TASK STATEMENT: Where does the word "Looney" appear in the entries below? Copy each line that holds it.

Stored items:
■ ■ ■ ■ ■

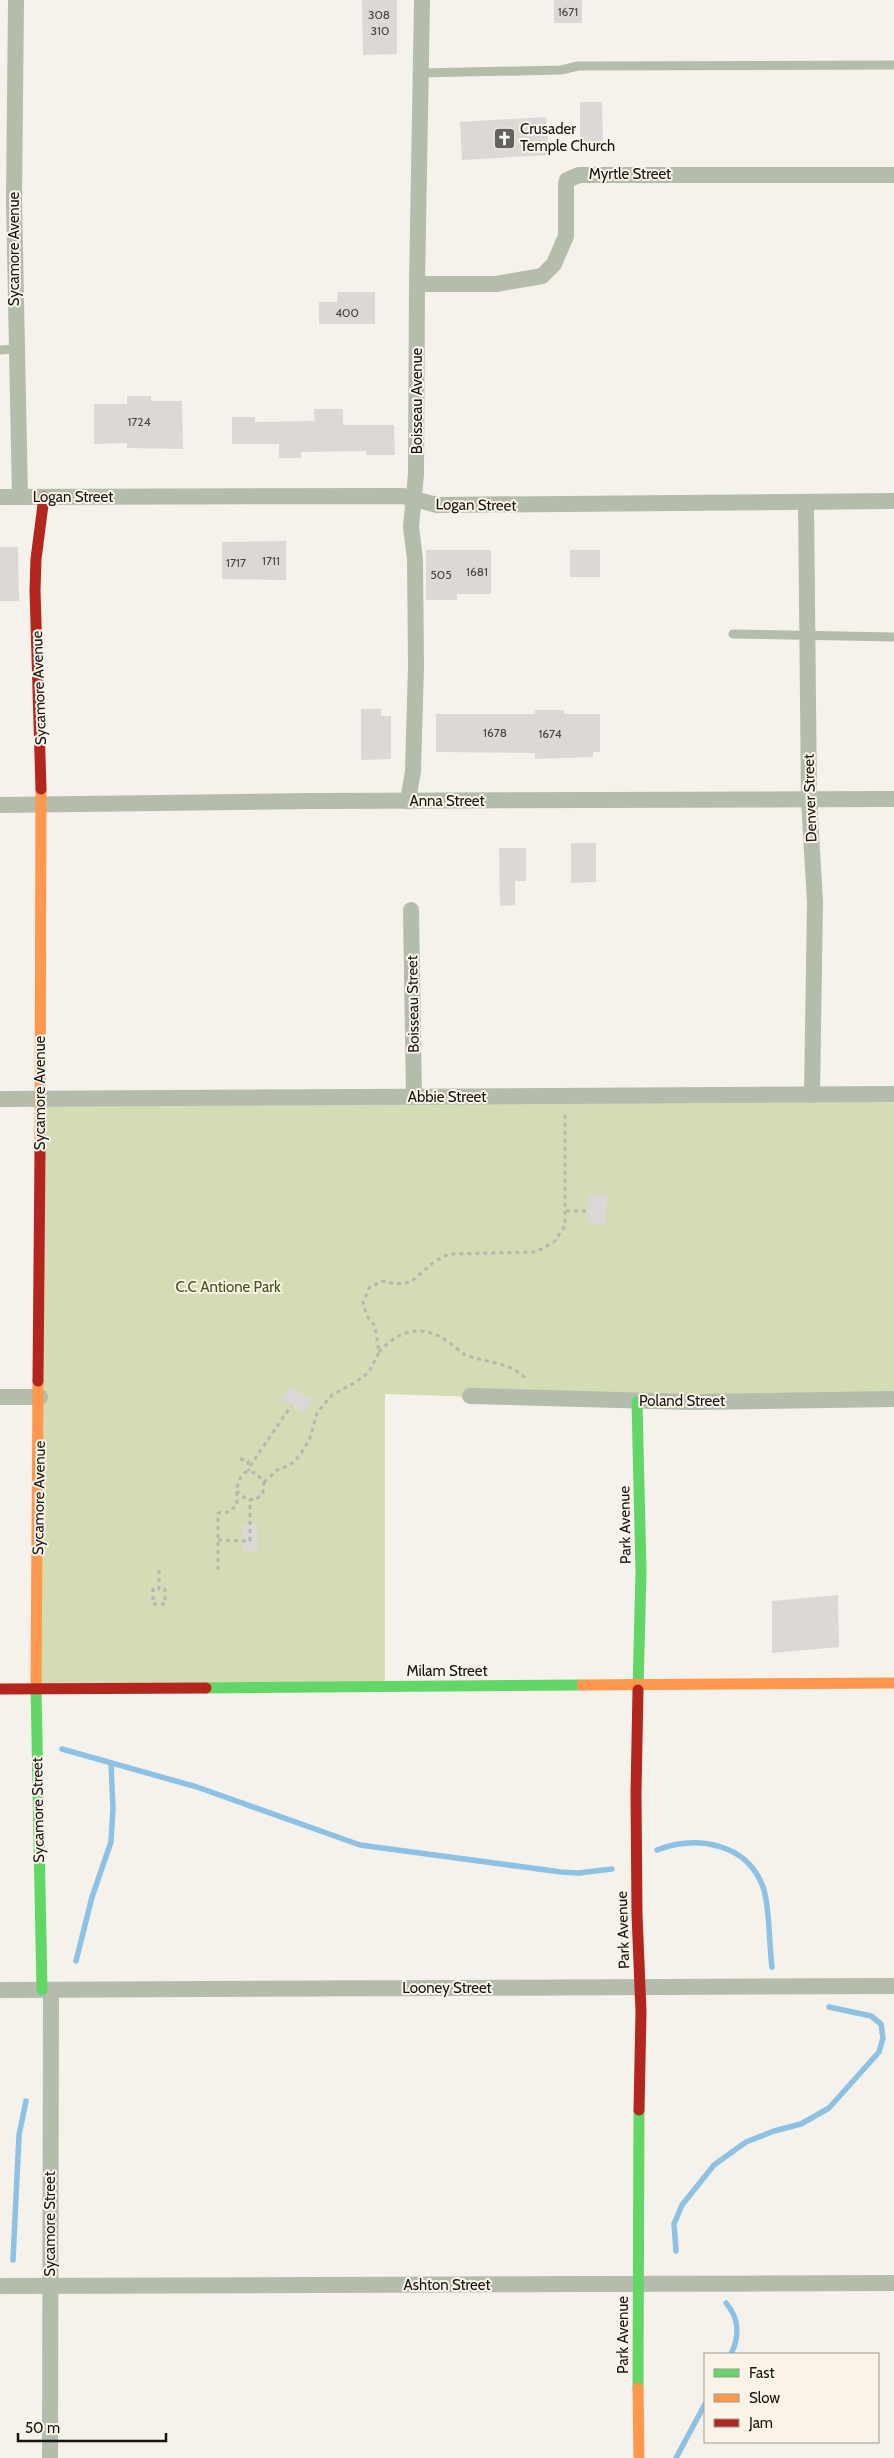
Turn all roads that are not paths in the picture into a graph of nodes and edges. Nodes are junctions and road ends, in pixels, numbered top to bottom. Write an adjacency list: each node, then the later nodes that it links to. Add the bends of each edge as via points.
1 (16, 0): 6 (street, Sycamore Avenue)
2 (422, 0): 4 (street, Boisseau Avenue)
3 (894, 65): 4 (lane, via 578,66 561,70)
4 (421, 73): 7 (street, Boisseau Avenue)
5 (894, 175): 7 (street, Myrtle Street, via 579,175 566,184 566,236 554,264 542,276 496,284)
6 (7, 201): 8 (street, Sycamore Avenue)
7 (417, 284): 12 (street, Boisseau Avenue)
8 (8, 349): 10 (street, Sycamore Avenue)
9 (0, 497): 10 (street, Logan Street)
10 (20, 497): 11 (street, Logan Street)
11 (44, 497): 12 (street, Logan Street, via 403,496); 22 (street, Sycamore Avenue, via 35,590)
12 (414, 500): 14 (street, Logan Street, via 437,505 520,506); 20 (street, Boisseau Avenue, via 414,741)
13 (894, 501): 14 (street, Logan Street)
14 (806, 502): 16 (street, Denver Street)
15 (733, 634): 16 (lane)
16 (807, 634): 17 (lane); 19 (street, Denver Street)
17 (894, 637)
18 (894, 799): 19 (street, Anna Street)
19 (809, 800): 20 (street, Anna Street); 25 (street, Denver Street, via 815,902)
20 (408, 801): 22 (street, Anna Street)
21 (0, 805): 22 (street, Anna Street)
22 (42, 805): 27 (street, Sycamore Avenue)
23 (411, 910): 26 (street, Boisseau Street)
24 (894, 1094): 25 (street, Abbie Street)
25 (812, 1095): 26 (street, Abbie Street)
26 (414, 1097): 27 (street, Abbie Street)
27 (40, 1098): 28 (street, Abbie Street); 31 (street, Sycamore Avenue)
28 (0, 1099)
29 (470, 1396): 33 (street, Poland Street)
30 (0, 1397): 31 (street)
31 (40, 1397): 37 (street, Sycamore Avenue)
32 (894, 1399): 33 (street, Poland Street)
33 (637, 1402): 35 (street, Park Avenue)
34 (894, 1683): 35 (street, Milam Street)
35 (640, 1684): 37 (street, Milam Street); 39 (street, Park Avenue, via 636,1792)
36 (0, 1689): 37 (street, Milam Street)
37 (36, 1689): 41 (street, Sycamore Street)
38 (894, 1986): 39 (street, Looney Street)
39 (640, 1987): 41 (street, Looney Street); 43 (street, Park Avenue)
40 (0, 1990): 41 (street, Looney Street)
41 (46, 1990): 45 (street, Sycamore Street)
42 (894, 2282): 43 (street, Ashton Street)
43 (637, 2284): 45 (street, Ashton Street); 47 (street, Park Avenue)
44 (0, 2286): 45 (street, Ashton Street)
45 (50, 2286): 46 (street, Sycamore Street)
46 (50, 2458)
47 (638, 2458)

■ ■ ■ ■ ■

PROBLEM SOLUTION:
38 (894, 1986): 39 (street, Looney Street)
39 (640, 1987): 41 (street, Looney Street); 43 (street, Park Avenue)
40 (0, 1990): 41 (street, Looney Street)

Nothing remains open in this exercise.